Rien d’autre ne peut aider à remplir les autres objectifs du pays.

Foreign Affairs, traduction BB

Une réflexion sur “Une position nuancée sur l’Ukraine et l’OTAN. Moins on parle de l’OTAN mieux cela vaut.

  1. Apprenez à lire mon garçon.

    Foreign Affairs a effectivement et de l’avis de tous les spécialistes en politique étrangère une position nuancée par rapport a tous les autres Think Tanks américains bellicistes.

    Foreign Affairs influencé par le courant de pensée Kissinger est pour une politique de concertation mondiale y compris avec la Chine .

    Foreign Affairs considère que le syndrome du Péloponnèse n’est pas une fatalité. et que la politique de coopération mondiale peut reprendre sur de nouvelles bases.

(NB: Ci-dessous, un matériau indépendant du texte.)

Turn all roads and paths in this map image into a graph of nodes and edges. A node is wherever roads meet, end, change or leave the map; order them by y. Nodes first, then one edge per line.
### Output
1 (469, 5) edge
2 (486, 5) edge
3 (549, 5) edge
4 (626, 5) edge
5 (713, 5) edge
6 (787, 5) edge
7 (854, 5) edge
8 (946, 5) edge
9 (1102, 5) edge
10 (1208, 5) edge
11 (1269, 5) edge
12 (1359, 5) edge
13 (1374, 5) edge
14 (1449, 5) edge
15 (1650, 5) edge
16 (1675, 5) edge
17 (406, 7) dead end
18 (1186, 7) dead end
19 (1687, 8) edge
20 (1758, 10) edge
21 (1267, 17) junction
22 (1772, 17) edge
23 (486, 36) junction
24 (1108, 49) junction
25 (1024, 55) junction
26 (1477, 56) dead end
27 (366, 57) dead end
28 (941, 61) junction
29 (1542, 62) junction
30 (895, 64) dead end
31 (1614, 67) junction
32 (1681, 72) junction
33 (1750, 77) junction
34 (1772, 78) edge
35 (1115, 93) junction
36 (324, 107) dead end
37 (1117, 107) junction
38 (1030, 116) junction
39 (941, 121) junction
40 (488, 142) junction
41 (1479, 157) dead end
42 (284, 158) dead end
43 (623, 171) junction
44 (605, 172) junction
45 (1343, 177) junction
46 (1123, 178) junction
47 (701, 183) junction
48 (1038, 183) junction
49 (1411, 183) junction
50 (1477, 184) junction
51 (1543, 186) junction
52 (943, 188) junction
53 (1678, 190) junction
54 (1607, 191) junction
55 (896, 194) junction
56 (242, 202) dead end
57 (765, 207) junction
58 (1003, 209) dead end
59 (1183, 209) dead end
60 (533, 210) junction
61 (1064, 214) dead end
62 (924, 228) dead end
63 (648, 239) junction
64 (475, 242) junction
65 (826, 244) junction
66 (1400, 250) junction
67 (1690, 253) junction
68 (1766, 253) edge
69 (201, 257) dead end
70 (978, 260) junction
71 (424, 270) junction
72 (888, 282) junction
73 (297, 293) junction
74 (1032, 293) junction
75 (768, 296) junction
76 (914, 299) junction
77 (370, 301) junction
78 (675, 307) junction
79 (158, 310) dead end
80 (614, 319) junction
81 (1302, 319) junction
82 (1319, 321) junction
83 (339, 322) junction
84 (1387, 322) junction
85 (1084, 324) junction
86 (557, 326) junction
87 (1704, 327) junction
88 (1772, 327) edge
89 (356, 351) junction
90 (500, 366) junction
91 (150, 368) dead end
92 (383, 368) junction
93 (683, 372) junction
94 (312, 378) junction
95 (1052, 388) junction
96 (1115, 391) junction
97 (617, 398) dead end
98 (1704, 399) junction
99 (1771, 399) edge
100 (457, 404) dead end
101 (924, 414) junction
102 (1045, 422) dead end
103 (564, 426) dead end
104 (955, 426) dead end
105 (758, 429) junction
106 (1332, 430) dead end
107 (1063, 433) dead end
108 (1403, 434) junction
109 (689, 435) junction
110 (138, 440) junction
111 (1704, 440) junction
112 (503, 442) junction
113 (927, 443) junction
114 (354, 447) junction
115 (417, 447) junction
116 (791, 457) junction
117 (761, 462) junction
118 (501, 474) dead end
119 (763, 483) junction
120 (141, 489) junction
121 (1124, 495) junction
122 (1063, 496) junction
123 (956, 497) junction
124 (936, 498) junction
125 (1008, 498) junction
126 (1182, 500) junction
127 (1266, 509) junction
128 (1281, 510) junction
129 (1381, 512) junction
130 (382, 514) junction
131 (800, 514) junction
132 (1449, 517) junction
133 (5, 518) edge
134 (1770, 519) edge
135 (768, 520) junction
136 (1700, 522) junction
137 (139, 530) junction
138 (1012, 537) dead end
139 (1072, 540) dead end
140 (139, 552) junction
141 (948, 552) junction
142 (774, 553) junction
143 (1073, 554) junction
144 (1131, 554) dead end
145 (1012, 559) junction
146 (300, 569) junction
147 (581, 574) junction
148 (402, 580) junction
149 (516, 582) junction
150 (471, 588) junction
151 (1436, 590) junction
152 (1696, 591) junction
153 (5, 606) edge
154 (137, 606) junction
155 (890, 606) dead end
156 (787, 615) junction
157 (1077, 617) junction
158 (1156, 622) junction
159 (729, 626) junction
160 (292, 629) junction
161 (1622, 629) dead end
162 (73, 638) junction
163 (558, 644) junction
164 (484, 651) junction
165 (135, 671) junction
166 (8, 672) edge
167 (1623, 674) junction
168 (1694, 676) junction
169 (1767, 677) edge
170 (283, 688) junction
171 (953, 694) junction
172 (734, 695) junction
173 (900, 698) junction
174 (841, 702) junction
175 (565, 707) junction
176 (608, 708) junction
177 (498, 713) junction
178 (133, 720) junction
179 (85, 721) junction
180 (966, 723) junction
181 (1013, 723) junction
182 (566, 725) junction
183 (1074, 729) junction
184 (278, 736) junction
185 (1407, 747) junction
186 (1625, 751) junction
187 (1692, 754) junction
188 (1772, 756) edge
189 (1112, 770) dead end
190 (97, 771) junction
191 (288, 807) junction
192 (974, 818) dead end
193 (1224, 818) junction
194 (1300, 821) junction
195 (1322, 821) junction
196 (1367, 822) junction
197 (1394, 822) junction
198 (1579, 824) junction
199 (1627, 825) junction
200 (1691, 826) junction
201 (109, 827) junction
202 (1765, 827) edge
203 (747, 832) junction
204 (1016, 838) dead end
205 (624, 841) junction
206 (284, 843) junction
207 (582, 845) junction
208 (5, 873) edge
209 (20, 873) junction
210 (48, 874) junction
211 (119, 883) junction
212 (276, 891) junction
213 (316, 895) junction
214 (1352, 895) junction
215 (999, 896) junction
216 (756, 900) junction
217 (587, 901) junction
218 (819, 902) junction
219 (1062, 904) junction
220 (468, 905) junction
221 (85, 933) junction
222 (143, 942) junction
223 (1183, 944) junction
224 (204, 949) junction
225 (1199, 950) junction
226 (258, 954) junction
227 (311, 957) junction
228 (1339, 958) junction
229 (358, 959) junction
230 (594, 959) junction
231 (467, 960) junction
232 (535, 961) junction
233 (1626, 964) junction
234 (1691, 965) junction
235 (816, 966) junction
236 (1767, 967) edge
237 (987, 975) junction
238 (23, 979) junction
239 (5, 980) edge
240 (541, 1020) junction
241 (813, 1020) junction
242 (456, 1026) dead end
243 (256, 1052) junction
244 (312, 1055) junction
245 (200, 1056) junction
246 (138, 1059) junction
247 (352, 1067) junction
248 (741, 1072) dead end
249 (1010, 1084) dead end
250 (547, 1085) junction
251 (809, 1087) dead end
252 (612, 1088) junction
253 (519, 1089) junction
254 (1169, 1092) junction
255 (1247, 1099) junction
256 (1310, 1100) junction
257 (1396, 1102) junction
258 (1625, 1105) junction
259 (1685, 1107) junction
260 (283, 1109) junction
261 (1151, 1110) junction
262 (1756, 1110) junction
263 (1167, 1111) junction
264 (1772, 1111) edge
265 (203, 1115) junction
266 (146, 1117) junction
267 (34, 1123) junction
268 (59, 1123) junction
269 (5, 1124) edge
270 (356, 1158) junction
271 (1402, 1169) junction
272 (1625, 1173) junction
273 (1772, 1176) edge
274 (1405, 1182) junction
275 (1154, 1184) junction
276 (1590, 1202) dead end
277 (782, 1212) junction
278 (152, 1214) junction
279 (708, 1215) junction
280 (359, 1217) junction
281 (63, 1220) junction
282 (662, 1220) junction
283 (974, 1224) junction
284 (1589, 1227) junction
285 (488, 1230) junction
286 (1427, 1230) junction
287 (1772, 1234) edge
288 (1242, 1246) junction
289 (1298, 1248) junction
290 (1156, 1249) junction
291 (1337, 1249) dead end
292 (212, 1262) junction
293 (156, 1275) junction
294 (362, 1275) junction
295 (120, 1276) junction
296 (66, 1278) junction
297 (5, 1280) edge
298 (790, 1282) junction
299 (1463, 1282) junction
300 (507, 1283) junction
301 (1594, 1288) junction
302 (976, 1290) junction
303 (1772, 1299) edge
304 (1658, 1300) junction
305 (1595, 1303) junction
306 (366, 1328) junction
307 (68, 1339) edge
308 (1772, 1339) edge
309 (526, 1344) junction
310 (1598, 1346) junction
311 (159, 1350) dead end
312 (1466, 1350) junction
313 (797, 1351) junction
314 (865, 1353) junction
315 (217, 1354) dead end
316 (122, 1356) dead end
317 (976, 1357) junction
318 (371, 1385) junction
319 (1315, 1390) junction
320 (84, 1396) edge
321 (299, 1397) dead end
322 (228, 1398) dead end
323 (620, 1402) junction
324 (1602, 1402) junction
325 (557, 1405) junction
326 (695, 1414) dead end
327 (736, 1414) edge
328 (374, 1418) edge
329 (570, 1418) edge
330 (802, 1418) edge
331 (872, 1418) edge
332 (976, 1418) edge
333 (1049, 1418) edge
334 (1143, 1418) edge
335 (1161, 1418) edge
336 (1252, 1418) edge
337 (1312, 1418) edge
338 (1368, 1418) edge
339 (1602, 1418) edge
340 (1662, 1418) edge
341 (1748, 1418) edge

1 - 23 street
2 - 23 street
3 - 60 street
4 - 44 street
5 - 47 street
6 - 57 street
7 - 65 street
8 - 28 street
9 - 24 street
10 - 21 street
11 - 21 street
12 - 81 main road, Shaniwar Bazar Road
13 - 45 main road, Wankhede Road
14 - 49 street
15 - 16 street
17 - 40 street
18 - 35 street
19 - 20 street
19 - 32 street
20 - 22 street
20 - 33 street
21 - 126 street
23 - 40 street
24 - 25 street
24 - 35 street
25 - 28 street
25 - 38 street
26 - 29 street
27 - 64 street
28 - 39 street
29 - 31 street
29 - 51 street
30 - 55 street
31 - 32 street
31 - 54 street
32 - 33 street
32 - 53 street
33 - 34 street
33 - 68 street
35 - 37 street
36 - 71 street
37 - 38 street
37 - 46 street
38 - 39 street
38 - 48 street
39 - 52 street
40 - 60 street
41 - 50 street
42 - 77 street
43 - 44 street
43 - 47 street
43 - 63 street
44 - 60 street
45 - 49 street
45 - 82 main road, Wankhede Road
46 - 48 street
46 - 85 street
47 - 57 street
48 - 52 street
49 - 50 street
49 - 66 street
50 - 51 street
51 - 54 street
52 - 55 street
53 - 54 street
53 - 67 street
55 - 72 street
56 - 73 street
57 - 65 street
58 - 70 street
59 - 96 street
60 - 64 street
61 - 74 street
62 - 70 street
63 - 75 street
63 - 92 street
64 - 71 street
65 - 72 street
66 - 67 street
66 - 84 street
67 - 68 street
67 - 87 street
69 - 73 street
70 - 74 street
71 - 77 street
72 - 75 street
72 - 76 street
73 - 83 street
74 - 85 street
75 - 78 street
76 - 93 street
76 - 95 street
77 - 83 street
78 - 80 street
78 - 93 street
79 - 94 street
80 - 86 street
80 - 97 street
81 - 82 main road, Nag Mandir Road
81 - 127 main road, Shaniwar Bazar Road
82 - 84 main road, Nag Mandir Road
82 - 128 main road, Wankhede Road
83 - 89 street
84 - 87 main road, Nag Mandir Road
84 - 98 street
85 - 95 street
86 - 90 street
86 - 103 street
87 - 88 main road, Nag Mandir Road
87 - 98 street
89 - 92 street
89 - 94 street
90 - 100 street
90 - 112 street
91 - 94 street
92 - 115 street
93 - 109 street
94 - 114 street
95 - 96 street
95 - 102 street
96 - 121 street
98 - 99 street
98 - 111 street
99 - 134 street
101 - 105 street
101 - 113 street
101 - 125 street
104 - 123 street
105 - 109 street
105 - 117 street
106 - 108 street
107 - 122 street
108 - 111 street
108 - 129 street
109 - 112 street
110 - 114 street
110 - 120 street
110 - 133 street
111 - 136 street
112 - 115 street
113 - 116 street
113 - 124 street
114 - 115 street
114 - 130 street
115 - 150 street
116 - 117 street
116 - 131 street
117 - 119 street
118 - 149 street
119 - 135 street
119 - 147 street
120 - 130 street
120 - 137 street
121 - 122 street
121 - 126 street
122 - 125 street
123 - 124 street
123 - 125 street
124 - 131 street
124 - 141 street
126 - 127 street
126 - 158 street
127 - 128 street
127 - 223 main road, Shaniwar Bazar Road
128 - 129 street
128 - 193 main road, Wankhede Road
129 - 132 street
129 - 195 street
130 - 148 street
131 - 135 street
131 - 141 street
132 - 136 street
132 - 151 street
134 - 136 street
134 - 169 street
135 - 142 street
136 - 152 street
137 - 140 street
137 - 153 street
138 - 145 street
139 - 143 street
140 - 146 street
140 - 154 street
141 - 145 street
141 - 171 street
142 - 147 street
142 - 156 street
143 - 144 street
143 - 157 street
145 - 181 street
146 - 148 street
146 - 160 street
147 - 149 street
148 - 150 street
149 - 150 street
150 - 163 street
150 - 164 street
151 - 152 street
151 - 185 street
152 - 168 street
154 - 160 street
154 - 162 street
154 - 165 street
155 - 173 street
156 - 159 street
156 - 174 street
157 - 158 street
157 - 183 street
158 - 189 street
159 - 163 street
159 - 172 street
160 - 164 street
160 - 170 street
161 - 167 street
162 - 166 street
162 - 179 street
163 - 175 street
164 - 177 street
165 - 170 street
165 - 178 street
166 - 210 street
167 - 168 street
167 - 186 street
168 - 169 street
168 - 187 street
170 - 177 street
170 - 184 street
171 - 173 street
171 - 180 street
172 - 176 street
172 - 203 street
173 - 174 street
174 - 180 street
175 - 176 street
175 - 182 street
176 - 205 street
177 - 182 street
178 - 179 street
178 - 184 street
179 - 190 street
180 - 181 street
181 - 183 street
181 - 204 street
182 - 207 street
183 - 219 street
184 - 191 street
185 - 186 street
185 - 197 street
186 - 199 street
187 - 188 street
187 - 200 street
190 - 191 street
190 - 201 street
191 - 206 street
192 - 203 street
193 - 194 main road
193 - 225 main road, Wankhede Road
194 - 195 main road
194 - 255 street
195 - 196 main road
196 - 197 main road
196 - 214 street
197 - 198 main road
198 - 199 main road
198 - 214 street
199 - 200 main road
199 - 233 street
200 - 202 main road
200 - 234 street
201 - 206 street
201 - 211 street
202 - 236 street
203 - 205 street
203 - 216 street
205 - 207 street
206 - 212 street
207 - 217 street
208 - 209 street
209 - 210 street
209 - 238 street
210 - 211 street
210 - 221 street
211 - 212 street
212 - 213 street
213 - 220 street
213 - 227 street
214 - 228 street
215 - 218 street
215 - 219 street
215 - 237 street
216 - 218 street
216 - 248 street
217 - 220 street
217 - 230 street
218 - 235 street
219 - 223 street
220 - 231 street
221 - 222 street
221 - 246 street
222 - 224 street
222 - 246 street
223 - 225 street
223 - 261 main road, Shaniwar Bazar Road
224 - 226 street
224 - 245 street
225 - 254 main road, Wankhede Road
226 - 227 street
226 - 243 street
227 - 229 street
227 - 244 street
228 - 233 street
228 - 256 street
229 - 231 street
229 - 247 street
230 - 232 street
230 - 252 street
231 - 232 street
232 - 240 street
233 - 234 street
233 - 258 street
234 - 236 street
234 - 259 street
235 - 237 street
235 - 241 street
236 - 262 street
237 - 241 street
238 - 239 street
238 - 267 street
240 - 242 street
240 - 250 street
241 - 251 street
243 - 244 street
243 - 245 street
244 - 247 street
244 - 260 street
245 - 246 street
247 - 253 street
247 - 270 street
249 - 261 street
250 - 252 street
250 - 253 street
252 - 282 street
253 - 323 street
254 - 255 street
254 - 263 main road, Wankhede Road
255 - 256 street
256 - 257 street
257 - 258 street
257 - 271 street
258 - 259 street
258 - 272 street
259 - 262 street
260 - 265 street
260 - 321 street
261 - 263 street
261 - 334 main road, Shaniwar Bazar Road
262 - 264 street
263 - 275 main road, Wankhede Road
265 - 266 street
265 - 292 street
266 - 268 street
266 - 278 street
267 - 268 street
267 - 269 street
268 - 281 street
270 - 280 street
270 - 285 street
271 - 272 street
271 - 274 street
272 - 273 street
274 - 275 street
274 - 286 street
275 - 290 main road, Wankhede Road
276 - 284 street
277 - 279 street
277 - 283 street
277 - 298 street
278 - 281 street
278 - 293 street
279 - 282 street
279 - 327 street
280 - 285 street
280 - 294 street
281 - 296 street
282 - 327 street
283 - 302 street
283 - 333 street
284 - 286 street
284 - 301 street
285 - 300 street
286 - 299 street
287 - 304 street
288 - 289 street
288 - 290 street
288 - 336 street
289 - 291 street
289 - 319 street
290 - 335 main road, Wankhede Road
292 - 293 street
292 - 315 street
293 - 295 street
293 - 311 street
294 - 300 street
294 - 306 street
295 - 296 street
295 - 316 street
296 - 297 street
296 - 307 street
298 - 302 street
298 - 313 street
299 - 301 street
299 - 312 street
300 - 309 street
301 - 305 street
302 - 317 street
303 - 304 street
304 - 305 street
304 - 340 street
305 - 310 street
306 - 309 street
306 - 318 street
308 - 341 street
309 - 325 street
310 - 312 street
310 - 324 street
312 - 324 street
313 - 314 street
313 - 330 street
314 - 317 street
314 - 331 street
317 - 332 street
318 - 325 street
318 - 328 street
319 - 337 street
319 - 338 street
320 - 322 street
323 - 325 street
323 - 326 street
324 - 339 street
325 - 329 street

    Son analyse critique ici offerte est bel et bien nuancée et médiane voire médiatrice mais il faut savoir lire pour s’en rendre compte.

    Le langage de la politique étrangère est tout en nuances avec un vocabulaire convenu et codifié;

    D’habitude je ne publie pas votre type de commentaire mais ici je le publie comme un exemple de ce qu’il ne faut pas faire.